▶ _WORK REQUIRED_
Locate all lines in the data below that hold "lane" and show them.

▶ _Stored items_
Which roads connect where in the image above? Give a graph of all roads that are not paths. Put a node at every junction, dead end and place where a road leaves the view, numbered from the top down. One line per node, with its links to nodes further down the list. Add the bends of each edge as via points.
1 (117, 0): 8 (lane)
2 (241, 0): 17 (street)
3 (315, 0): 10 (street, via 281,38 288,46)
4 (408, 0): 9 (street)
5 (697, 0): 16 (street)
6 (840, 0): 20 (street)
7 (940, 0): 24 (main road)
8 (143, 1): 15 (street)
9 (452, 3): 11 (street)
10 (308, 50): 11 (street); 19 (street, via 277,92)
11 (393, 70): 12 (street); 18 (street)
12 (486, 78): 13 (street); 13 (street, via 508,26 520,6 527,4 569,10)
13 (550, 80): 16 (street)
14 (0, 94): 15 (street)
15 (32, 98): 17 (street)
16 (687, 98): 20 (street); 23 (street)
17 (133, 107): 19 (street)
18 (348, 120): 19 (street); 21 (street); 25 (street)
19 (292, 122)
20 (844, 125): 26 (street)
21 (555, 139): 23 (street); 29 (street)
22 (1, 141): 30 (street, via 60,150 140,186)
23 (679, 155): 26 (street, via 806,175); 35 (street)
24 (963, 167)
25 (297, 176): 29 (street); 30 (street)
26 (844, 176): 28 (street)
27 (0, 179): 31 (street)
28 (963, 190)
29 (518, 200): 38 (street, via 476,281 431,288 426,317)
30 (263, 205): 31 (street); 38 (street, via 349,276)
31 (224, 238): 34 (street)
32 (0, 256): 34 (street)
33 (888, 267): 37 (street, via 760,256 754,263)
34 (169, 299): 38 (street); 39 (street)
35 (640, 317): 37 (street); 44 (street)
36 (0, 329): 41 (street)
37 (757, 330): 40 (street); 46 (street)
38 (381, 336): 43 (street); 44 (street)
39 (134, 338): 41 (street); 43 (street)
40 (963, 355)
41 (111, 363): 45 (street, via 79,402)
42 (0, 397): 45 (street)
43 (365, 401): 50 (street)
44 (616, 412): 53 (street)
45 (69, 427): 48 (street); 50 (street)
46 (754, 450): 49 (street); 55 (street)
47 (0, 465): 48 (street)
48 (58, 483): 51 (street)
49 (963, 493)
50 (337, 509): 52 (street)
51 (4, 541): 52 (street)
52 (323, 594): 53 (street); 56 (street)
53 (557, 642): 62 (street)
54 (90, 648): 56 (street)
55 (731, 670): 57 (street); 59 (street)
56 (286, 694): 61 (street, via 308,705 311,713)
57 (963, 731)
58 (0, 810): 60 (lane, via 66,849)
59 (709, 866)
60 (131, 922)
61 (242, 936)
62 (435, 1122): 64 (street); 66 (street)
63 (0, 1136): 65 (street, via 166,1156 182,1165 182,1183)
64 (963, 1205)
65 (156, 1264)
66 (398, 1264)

▶ _ANSWER BOX_
1 (117, 0): 8 (lane)
58 (0, 810): 60 (lane, via 66,849)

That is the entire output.